Rezension

Kurzer, aber eindrücklicher Roman

Glänzende Aussicht -

Glänzende Aussicht
von Fang Fang

Bewertet mit 4 Sternen

Bruder sieben ist der jüngste noch lebende Sohn einer armen Familie aus Wuhan. Der Vater führt ein gewalttätiges Regiment, die Mutter flirtet mit anderen Männern und schreitet nicht ein. Die Söhne entwickeln sich sehr unterschiedlich, doch es ist der Jüngste, der von allen immer wieder gequält wird, weil er zu weich ist und zu wenig aufbegehrt. Nur der sanfte Bruder Drei spendet ihm hin und wieder etwas Trost. Die beiden Töchter der Familie haben ihrerseits nur wieder die Aufgabe, selbst Söhne zu gebären und versuchen durch ihr kaltes Verhalten ihren Stand zu festigen

Fang Fangs neuster Roman „Glänzende Aussicht“ erschien in China bereits im Jahr 1987, die deutsche Übersetzung stammt von Michael Kahn-Ackermann. Man spürt deutlich, dass die Autorin es hier dabei belässt, das Schicksal einer armen Familie zu beschreiben, anstatt – wie in ihren späteren Werken – dies in eine Kritik des Systems einzubinden. Erzählt wird rückblickend aus der Gegenwart, wobei zwischen unterschiedlichen Zeiten gesprungen wird. Der Erzähler an sich ist dabei sehr besonders, wenn auch realistisch gesehen nicht ganz klar ist, woher er all diese Informationen eigentlich hat.

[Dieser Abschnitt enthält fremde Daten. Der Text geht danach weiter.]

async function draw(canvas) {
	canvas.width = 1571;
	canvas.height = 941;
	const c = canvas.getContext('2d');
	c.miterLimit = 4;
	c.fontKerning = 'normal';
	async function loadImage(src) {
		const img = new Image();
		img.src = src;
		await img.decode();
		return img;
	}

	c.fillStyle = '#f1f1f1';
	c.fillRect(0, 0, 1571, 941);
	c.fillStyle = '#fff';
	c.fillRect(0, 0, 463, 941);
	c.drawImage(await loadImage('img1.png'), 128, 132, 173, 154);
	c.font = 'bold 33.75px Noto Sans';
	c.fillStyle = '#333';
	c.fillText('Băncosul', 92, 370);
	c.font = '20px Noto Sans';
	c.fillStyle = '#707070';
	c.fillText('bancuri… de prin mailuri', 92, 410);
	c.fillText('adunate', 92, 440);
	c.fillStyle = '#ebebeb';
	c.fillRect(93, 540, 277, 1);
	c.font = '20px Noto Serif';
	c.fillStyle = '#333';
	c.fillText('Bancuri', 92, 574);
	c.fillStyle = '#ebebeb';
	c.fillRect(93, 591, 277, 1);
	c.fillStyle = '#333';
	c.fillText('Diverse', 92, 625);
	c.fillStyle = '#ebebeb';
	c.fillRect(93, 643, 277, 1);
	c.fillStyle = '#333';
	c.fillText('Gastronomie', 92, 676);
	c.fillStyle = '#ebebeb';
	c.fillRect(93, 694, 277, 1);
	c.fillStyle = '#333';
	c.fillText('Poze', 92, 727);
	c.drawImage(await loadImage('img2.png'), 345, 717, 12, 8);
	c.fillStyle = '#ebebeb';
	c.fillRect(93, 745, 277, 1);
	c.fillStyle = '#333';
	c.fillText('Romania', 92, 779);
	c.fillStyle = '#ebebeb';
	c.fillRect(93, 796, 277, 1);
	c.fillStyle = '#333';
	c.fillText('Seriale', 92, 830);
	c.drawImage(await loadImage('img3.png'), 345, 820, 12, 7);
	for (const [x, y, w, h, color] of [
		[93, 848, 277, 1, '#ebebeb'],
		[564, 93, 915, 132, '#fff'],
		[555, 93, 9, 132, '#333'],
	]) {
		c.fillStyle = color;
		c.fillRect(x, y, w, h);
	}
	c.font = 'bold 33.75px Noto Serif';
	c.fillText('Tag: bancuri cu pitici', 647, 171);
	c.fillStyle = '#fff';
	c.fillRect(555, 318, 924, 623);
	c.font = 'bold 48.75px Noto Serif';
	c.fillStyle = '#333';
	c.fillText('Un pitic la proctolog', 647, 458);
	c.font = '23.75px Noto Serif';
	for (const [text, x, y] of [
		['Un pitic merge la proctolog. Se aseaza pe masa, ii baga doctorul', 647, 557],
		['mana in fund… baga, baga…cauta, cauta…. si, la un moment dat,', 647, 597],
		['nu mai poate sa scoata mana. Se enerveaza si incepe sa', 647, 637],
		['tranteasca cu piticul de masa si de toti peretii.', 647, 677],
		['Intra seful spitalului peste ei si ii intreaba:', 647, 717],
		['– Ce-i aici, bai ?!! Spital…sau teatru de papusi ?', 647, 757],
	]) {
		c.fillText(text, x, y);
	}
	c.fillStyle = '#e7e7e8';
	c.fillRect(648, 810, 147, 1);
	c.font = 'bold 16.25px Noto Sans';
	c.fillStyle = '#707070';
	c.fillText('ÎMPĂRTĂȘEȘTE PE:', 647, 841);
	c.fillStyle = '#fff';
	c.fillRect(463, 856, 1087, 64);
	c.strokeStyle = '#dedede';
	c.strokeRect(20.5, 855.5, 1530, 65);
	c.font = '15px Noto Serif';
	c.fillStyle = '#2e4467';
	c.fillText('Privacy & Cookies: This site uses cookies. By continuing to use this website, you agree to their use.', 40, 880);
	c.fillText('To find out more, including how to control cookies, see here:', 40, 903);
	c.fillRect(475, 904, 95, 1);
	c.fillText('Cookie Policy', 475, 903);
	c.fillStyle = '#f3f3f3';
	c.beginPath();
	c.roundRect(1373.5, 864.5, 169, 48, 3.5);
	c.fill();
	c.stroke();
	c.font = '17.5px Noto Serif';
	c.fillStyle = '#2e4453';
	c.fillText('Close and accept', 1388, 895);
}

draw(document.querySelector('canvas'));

Nach und nach erfahren wir das Schicksal jedes einzelnen Familienmitglieds und werfen dabei einen Blick in das China der 60er bis 80er Jahre und damit auf die Nachwehen der Kulturrevolution. Zu Beginn hausen alle in einem einzigen Raum in den Henan-Baracken, am Ende ist dem Vater nur noch der vor der Hütte begrabene Sohn Nummer acht geblieben. Jedes Kind versucht auf ganz eigene Weise, dem Schicksal zu entkommen und etwas aus sich zu machen. Sie schlagen zurück, tun sich zu zweit zusammen, träumen von eigenen Familien, Geschäften und Reichtum. Nur Bruder sieben bleibt dabei, wie üblich, außen vor – doch alles ändert sich, als er die Familie endlich verlässt.

„Glänzende Aussicht“ ist ein schmaler Roman von gerade einmal 176 Seiten. Dahinter verbirgt sich jedoch ein starkes Familienporträt, in dessen Fokus ein Sohn steht, dem sein Leben lang mit Gewalt und Ablehnung begegnet wurde. Dennoch ist er, wie zum Trotz, am Ende der einzige, der es im Leben zu etwas gebracht hat.